#### Recorded information

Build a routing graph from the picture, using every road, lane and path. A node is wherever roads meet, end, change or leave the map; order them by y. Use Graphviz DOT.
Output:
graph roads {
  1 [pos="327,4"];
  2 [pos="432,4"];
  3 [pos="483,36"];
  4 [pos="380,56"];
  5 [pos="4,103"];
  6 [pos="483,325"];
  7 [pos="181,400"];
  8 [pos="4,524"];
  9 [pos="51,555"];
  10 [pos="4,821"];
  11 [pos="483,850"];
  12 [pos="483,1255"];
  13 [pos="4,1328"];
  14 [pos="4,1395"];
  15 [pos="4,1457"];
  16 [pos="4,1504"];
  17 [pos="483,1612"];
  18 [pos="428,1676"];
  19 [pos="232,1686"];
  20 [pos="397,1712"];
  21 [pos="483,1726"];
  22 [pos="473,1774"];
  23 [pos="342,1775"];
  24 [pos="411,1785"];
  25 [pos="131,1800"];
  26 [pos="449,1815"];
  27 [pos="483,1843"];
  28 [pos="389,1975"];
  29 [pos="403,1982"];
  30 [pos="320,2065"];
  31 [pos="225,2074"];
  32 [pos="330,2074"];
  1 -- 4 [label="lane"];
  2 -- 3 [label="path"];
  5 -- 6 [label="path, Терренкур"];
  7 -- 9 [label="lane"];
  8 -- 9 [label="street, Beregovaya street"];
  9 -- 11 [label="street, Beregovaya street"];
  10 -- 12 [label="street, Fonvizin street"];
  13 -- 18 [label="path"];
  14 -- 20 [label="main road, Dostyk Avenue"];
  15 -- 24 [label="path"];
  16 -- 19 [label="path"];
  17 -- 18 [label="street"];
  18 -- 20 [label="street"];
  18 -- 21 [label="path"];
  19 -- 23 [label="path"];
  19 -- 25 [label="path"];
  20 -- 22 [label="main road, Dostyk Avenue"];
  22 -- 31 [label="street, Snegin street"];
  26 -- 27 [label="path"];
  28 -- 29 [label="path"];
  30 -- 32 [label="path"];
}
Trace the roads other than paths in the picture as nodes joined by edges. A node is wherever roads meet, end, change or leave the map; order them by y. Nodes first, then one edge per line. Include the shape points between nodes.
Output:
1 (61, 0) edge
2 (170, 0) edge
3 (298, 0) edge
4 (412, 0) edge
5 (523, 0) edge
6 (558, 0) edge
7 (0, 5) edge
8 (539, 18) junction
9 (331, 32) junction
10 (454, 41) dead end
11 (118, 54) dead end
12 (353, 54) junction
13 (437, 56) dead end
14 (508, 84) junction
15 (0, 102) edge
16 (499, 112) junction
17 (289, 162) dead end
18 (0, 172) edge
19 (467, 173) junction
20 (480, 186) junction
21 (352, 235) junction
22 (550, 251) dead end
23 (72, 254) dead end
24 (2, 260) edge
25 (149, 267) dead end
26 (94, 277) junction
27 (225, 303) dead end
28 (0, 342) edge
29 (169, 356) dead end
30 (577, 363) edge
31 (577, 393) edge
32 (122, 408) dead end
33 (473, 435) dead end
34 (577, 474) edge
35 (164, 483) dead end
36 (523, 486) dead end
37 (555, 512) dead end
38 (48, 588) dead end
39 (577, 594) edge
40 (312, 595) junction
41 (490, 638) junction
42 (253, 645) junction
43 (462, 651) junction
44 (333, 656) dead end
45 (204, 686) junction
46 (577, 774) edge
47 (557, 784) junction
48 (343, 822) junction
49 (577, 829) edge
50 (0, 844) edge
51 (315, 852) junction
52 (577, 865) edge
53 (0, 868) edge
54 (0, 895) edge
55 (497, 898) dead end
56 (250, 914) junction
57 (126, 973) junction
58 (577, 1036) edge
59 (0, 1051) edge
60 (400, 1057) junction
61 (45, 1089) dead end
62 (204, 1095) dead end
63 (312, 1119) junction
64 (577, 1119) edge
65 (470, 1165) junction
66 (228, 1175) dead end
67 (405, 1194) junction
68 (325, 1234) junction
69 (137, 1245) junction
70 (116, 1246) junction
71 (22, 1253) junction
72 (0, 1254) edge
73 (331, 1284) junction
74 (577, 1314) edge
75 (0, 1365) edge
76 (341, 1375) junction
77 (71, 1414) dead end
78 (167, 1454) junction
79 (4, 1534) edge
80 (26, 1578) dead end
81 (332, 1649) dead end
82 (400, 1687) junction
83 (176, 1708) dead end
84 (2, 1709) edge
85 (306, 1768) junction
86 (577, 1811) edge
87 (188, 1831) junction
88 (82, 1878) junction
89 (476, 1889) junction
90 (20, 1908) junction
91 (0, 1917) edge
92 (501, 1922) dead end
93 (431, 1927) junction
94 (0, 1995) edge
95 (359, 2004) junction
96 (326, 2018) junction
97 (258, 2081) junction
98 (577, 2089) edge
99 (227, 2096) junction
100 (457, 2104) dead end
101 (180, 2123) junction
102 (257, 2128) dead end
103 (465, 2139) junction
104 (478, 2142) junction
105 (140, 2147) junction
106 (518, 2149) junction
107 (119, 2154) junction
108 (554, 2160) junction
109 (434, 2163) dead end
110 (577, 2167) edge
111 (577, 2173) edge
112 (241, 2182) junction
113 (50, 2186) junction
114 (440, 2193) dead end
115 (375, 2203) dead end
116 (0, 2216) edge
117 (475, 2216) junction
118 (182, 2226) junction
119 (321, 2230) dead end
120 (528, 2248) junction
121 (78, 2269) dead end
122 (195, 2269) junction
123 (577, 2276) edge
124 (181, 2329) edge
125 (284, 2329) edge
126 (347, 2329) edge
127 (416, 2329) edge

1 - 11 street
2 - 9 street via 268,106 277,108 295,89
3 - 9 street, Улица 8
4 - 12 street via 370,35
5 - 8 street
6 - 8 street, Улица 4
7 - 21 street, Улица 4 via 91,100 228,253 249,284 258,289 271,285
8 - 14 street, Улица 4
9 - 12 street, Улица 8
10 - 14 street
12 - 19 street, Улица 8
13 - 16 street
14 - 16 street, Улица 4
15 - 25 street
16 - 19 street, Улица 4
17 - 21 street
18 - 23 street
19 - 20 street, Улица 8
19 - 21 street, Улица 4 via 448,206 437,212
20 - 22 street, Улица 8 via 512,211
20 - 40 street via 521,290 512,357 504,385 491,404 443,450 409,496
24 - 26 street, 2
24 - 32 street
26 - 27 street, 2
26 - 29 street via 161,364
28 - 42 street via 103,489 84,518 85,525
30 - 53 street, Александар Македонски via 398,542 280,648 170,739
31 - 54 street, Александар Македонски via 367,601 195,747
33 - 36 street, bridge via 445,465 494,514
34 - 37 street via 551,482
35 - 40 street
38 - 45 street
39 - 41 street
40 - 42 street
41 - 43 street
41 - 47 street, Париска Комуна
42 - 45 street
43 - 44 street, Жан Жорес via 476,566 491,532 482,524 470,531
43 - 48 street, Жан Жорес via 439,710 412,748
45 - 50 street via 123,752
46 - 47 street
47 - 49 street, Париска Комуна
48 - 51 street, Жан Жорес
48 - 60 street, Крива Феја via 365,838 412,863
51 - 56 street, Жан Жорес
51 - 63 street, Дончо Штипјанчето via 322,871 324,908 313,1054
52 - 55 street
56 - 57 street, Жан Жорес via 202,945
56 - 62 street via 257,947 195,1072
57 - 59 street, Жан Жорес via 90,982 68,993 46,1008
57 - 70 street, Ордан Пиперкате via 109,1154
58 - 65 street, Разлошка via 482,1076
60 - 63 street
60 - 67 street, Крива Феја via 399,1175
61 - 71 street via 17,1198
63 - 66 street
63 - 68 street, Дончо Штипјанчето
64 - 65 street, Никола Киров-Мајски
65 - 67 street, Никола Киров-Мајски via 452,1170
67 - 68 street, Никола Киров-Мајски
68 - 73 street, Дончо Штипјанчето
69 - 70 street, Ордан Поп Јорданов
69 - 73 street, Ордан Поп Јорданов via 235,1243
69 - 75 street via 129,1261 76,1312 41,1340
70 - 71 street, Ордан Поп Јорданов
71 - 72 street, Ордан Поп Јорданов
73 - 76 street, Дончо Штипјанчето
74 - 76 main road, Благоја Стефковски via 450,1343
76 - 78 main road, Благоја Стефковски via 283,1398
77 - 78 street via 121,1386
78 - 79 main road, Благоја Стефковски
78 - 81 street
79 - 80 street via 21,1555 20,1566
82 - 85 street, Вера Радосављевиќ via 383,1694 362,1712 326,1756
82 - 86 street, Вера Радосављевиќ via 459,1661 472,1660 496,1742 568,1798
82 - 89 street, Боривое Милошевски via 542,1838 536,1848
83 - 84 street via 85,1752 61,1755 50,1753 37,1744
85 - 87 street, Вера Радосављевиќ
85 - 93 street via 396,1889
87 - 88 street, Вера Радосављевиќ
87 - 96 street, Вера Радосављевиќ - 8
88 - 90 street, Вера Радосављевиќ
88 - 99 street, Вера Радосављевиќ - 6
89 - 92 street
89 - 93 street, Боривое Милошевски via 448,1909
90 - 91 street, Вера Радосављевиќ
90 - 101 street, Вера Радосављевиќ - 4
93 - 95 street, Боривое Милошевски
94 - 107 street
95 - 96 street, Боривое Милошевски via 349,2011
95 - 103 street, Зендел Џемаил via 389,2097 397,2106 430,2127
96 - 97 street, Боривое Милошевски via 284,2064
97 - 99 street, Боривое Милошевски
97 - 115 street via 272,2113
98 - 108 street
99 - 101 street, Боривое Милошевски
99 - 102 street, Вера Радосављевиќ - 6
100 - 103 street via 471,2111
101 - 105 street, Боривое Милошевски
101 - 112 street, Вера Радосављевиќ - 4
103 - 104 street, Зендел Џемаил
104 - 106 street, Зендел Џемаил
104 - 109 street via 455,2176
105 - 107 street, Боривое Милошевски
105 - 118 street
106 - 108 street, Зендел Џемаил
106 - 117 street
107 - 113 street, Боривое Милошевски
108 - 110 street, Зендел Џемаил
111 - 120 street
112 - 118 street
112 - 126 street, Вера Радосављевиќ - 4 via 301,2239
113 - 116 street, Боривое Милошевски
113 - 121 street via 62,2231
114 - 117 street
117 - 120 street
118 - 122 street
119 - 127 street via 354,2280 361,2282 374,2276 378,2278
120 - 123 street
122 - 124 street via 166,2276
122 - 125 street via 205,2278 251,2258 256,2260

########

*What to work on*: The lines to copy are those in the records above containing the word "Мајски".

*Output below*:
64 - 65 street, Никола Киров-Мајски
65 - 67 street, Никола Киров-Мајски via 452,1170
67 - 68 street, Никола Киров-Мајски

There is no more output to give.